There are advantages, and disadvantages to this.

On the pro side, your application will not “stall” waiting for DNS (only true for Linux at the moment, btw), even if you need to open another pipe or do another DNS lookup.

Its also the case that the above is “responsive”, in that if the DNS name for the remote server changes, and the client encounters a disconnection, it will do the lookup anew, picking up the changed name. This could have some resiliency benefits in some applications. (Note that libnanomsg does this, but mangos does not.)

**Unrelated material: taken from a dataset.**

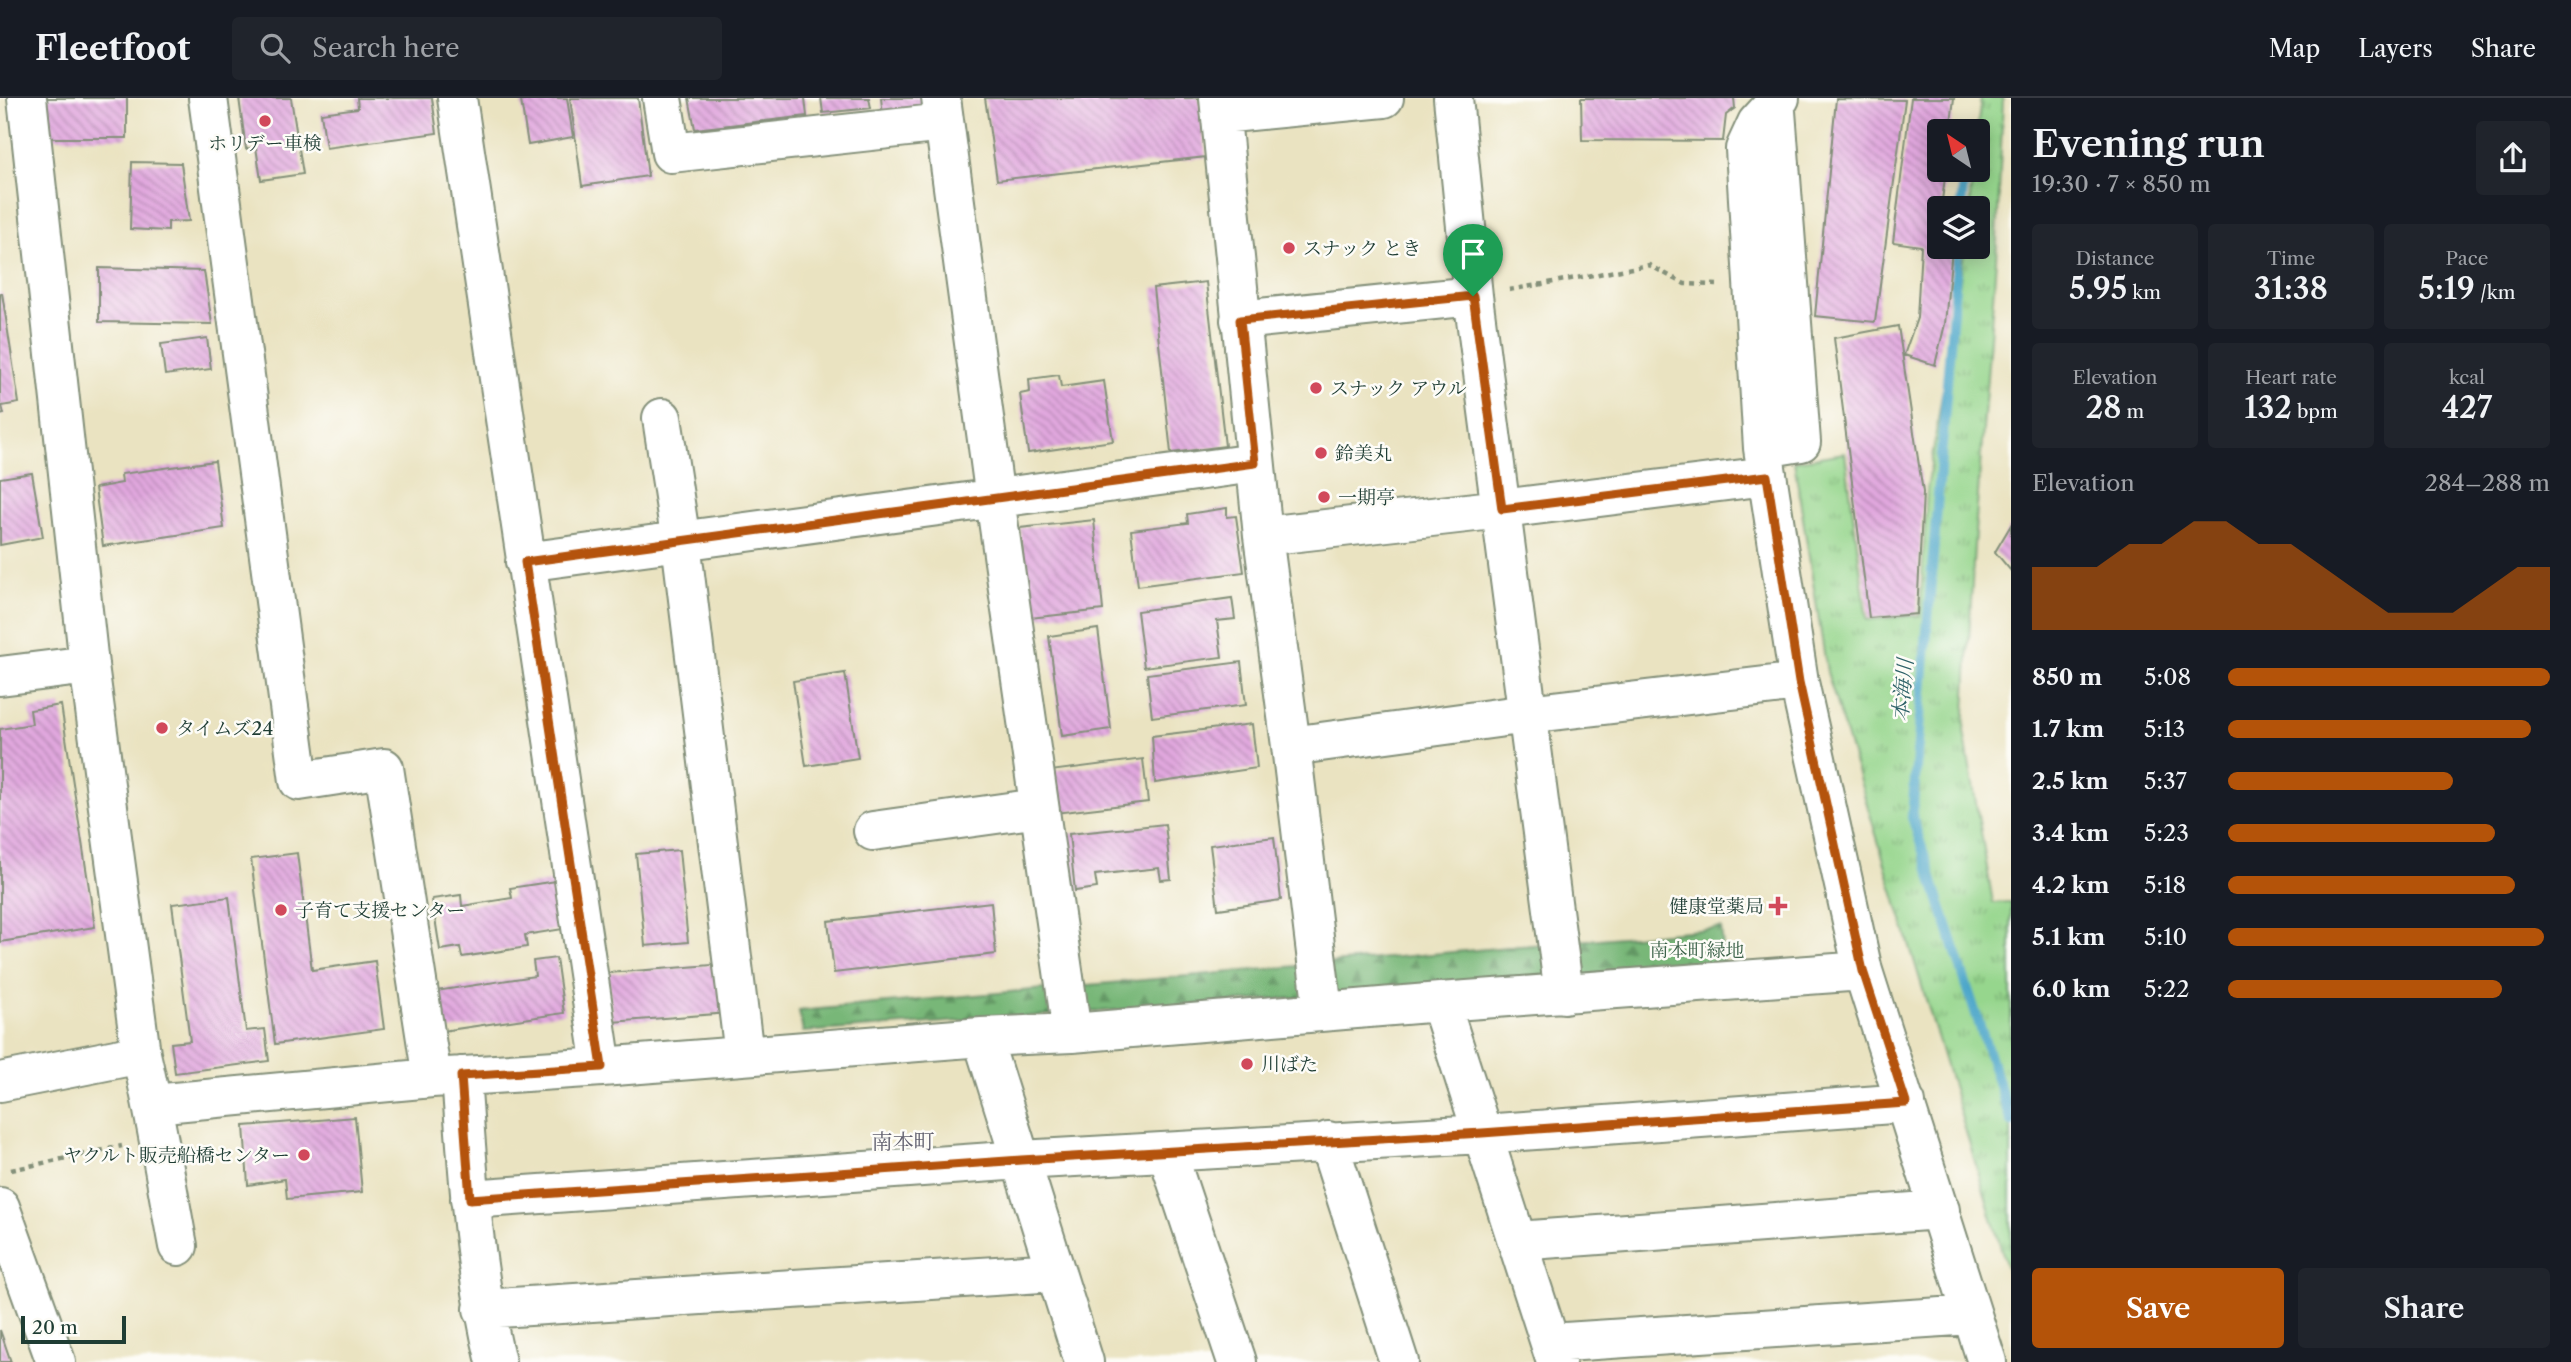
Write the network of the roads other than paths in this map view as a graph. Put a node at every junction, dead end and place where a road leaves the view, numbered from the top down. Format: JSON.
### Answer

On the con side, the above only works for Linux (for non-Linux nodes the resolution can still stall the library, but the self-healing part is still true). You also might not *want* the application to get a different IP address in the future. And the biggest draw back of all, is that the application has no idea when it tries to connect that the name given is not a valid IP.

None of this behavior is documented.

I’d like to consider changing this, so that it behaves more like mangos. In this case the DNS lookup would be performed *synchronously*, before returning a response to the client. If the DNS resolution fails, the application would get an error code back.

I think for most apps, the synchronous failure mode is more useful. Note that it is always possible for an application to do its own DNS lookups and provide IP-based URLs.

If folks prefer the asynchronous approach, I can fix it so that by using threads and getaddrinfo() in separate threads, we can get the benefit of parallel DNS lookups. But of course the asynchronous mode means that applications that give a completely bogus name will never find out about it.

One *could* imagine a *completely* synchronous nn_connect() as well, which would attempt to establish the connection. It would return only once connected or if a failure happens. I’d still retain the reconnect on disconnect behavior though. But this way you get synchronous notification if the remote host is clearly inaccessible.

What do folks think here?  Do any of you rely on the current behavior?